Probe-based Detection¶
Probe-based detection tests whether protected group information can be predicted from embeddings. If a simple classifier can accurately predict group membership, the embeddings contain shortcut information.
How It Works¶
- Train a probe classifier on embeddings to predict protected attributes
- Evaluate accuracy on held-out data
- High accuracy indicates information leakage (shortcuts)
graph LR
A[Embeddings] --> B[Probe Classifier]
B --> C[Predicted Group]
C --> D[Compare to True Group]
D --> E[Accuracy Score]
E --> F{High Accuracy?}
F -->|Yes| G[Shortcut Detected]
F -->|No| H[No Shortcut]
Basic Usage¶
Using SKLearnProbe¶
from shortcut_detect import SKLearnProbe
from sklearn.linear_model import LogisticRegression
from sklearn.model_selection import train_test_split
# Split data
X_train, X_test, y_train, y_test = train_test_split(
embeddings, group_labels, test_size=0.2, random_state=42
)
# Create and train probe
probe = SKLearnProbe(LogisticRegression(max_iter=1000))
probe.fit(X_train, y_train)
# Evaluate
accuracy = probe.score(X_test, y_test)
print(f"Probe accuracy: {accuracy:.2%}")
if accuracy > 0.7:
print("HIGH RISK: Shortcuts detected!")
elif accuracy > 0.6:
print("MEDIUM RISK: Some shortcuts present")
else:
print("LOW RISK: Minimal shortcuts")
Using TorchProbe¶
For GPU acceleration or custom architectures:
from shortcut_detect import TorchProbe
import torch.nn as nn
# Define custom architecture
class MLPProbe(nn.Module):
def __init__(self, input_dim, n_classes):
super().__init__()
self.layers = nn.Sequential(
nn.Linear(input_dim, 256),
nn.ReLU(),
nn.Dropout(0.3),
nn.Linear(256, n_classes)
)
def forward(self, x):
return self.layers(x)
# Create probe
probe = TorchProbe(
model=MLPProbe(512, 3), # 512-dim embeddings, 3 groups
device='cuda',
epochs=50,
learning_rate=1e-3
)
probe.fit(X_train, y_train)
accuracy = probe.score(X_test, y_test)
Advanced: Externalize Torch DataLoader Behavior¶
TorchProbe keeps internal loaders by default, but you can inject a loader factory and stage-specific overrides.
import torch
import torch.nn as nn
from torch.utils.data import DataLoader
def probe_loader_factory(req):
# req.stage in {"train", "val", "eval", "predict"}
return DataLoader(
req.dataset,
batch_size=req.batch_size,
shuffle=req.shuffle,
num_workers=req.num_workers,
pin_memory=req.pin_memory,
drop_last=req.drop_last,
**req.extra_kwargs,
)
probe = TorchProbe(
model=MLPProbe(512, 3),
loss_fn=nn.CrossEntropyLoss(),
loader_factory=probe_loader_factory,
stage_loader_overrides={"predict": {"batch_size": 16}},
)
Advanced: File-Backed Datasets (Large Data)¶
Use fit_dataset(...) to train from map-style or iterable datasets without loading everything into RAM.
import torch
import torch.nn as nn
from shortcut_detect.probes import TorchProbe
class EmbeddingDataset(torch.utils.data.Dataset):
def __init__(self, rows):
self.rows = rows # file index / metadata
def __len__(self):
return len(self.rows)
def __getitem__(self, idx):
# Load one sample from disk here.
x = load_embedding_from_file(self.rows[idx]) # shape (d,)

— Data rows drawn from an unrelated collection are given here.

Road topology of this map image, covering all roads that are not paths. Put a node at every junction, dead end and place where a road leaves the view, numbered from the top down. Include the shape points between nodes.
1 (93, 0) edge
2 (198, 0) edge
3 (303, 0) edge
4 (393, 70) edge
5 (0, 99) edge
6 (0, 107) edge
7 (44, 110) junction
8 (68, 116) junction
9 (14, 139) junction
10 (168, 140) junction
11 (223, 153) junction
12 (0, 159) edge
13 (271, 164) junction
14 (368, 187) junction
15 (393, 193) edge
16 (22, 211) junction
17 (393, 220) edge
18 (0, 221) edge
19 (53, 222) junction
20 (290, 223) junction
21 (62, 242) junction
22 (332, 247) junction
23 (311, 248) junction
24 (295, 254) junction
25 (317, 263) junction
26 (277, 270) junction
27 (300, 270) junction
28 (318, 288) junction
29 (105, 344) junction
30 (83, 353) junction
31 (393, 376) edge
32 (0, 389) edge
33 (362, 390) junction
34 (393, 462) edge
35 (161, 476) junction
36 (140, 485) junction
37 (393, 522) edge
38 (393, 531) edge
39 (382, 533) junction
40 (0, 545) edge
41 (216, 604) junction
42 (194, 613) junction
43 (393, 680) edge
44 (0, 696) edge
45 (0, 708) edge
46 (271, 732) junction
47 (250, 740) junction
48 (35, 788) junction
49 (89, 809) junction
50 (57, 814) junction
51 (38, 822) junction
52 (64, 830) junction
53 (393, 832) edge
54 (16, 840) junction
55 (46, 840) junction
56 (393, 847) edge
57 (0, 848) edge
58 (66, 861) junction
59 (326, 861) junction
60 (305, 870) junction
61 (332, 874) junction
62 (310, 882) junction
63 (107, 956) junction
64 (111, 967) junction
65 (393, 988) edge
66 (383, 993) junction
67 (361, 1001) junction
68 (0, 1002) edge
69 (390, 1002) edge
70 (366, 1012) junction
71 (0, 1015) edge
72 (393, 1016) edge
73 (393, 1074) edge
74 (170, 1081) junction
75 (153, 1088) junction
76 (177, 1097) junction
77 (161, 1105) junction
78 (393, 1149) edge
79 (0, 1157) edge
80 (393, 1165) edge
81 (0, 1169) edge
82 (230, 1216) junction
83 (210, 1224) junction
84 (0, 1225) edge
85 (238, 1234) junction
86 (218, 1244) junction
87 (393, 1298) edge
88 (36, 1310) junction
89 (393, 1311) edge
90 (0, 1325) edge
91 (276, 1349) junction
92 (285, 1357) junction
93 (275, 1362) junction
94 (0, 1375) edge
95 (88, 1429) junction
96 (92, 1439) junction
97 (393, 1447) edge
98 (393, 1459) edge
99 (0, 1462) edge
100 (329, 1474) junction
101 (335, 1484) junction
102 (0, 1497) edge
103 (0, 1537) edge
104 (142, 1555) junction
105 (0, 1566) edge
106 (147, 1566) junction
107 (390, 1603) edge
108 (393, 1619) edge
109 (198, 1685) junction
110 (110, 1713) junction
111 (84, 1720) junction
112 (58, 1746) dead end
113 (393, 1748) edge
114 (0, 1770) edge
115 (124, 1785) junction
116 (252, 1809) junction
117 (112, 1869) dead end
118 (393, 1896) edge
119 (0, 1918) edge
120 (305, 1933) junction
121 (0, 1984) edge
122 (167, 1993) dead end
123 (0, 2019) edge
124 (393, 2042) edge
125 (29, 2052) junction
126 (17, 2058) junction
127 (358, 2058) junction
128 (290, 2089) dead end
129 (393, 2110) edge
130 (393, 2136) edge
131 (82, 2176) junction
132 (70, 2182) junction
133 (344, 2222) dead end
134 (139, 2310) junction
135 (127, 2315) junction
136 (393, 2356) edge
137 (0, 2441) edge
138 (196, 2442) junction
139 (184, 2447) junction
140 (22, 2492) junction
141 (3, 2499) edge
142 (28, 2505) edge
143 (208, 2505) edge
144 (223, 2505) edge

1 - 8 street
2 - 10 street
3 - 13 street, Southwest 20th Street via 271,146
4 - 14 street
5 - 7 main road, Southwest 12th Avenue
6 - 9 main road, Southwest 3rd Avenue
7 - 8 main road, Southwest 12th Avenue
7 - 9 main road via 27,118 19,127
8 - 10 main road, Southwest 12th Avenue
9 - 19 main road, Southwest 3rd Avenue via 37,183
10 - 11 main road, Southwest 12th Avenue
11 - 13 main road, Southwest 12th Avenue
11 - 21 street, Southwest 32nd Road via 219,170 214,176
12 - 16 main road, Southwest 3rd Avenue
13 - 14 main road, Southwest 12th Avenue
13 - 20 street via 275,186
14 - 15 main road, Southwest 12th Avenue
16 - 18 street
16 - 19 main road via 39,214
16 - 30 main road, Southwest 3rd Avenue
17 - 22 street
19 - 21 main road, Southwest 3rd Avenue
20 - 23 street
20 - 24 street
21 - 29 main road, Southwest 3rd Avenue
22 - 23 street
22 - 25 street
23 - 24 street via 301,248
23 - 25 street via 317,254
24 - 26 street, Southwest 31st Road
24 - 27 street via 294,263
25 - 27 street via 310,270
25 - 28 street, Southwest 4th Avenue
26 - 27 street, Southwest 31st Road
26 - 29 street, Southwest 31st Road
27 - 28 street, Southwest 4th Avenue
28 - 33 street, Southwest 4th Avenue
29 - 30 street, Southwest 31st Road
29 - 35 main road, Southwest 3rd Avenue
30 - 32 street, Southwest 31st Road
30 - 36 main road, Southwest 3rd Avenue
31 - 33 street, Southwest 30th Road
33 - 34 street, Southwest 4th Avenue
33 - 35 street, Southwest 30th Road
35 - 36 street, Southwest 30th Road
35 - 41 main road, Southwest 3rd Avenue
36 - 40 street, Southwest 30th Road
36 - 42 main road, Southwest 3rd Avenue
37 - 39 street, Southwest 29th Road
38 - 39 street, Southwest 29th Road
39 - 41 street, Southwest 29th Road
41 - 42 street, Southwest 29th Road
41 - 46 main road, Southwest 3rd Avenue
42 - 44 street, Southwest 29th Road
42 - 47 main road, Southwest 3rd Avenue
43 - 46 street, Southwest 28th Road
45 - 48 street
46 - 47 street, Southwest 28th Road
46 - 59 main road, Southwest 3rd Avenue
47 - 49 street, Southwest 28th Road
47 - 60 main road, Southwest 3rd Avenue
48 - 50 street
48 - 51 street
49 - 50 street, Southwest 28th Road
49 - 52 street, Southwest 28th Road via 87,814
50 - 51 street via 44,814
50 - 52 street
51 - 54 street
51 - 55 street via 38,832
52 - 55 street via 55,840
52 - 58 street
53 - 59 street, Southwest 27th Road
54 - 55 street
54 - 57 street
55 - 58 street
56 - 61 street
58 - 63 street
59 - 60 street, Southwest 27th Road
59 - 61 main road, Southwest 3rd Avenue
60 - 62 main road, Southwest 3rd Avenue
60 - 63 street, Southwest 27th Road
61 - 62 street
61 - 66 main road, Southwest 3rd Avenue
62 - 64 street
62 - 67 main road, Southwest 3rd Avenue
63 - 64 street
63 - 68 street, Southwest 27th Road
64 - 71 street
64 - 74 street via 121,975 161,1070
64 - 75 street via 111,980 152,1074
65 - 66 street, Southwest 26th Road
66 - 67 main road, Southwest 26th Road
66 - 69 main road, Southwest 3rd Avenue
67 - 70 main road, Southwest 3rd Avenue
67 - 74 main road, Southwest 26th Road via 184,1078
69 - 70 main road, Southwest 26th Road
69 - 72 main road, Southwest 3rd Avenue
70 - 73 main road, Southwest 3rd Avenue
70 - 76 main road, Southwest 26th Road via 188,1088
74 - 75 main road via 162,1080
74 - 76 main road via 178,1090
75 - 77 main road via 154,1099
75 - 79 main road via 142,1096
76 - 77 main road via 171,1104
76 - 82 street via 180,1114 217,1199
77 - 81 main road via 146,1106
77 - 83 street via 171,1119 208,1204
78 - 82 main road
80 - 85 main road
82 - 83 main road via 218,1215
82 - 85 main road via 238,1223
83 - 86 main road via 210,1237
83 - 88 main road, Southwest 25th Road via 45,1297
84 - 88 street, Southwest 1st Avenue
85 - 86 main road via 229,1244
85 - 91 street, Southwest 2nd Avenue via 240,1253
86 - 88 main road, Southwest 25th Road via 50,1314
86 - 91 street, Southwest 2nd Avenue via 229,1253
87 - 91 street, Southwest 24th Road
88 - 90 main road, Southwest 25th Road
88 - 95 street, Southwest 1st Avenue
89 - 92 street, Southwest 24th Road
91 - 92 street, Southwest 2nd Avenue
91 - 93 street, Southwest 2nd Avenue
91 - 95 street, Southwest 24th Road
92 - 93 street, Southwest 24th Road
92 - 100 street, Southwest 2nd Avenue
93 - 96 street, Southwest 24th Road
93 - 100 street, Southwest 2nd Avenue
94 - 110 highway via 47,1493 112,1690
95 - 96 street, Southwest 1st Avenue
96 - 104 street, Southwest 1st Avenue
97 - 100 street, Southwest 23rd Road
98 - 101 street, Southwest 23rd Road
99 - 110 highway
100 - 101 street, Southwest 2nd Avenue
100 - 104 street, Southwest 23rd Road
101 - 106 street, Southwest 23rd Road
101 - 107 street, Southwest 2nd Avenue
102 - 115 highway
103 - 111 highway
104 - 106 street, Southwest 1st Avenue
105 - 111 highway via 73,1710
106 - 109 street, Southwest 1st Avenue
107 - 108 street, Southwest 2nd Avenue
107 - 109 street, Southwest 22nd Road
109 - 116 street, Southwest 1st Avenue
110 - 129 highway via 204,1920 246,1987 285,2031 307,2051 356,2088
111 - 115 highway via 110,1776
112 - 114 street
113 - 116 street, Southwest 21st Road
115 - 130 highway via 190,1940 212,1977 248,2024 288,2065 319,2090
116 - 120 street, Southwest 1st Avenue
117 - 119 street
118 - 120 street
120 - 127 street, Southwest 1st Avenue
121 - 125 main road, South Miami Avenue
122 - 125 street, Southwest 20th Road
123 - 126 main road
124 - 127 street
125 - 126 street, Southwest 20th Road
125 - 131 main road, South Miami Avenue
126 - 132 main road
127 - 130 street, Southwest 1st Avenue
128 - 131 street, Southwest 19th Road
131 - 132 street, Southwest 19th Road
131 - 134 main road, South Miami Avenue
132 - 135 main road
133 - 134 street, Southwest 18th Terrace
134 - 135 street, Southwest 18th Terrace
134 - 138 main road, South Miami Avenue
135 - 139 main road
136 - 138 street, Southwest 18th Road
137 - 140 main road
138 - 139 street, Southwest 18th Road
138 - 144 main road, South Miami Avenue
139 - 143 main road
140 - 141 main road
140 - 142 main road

y = load_group_label(self.rows[idx]) # int class id
return {"embeddings": x, "labels": y}
probe = TorchProbe(
model=nn.Linear(512, 2),
loss_fn=nn.CrossEntropyLoss(),
metric="accuracy",
device="cpu",
)
probe.fit_dataset(EmbeddingDataset(index_rows))
Parameters¶
SKLearnProbe¶
| Parameter | Type | Default | Description |
|---|---|---|---|
classifier |
sklearn estimator | LogisticRegression | Any sklearn classifier |
cv |
int | 5 | Cross-validation folds |
TorchProbe¶
| Parameter | Type | Default | Description |
|---|---|---|---|
model |
nn.Module | MLP | PyTorch model |
device |
str | 'cpu' | Device for training |
epochs |
int | 100 | Training epochs |
learning_rate |
float | 1e-3 | Optimizer learning rate |
batch_size |
int | 64 | Training batch size |
Outputs¶
Attributes¶
| Attribute | Type | Description |
|---|---|---|
accuracy_ |
float | Test set accuracy |
cv_scores_ |
ndarray | Cross-validation scores |
predictions_ |
ndarray | Predicted labels |
probabilities_ |
ndarray | Class probabilities |
feature_importances_ |
ndarray | Feature importance (if available) |
Interpretation¶
| Accuracy | Risk Level | Interpretation |
|---|---|---|
| < 55% | Low | Near random, minimal shortcuts |
| 55-70% | Medium | Some information leakage |
| 70-85% | High | Significant shortcuts |
| > 85% | Very High | Severe shortcuts |
Baseline Correction
For imbalanced groups, compare to the majority class baseline:
Classifier Comparison¶
Different classifiers can reveal different types of shortcuts:
from sklearn.linear_model import LogisticRegression
from sklearn.svm import SVC
from sklearn.ensemble import RandomForestClassifier
classifiers = {
'Logistic Regression': LogisticRegression(max_iter=1000),
'Linear SVM': SVC(kernel='linear'),
'RBF SVM': SVC(kernel='rbf'),
'Random Forest': RandomForestClassifier(n_estimators=100),
}
results = {}
for name, clf in classifiers.items():
probe = SKLearnProbe(clf)
probe.fit(X_train, y_train)
results[name] = probe.score(X_test, y_test)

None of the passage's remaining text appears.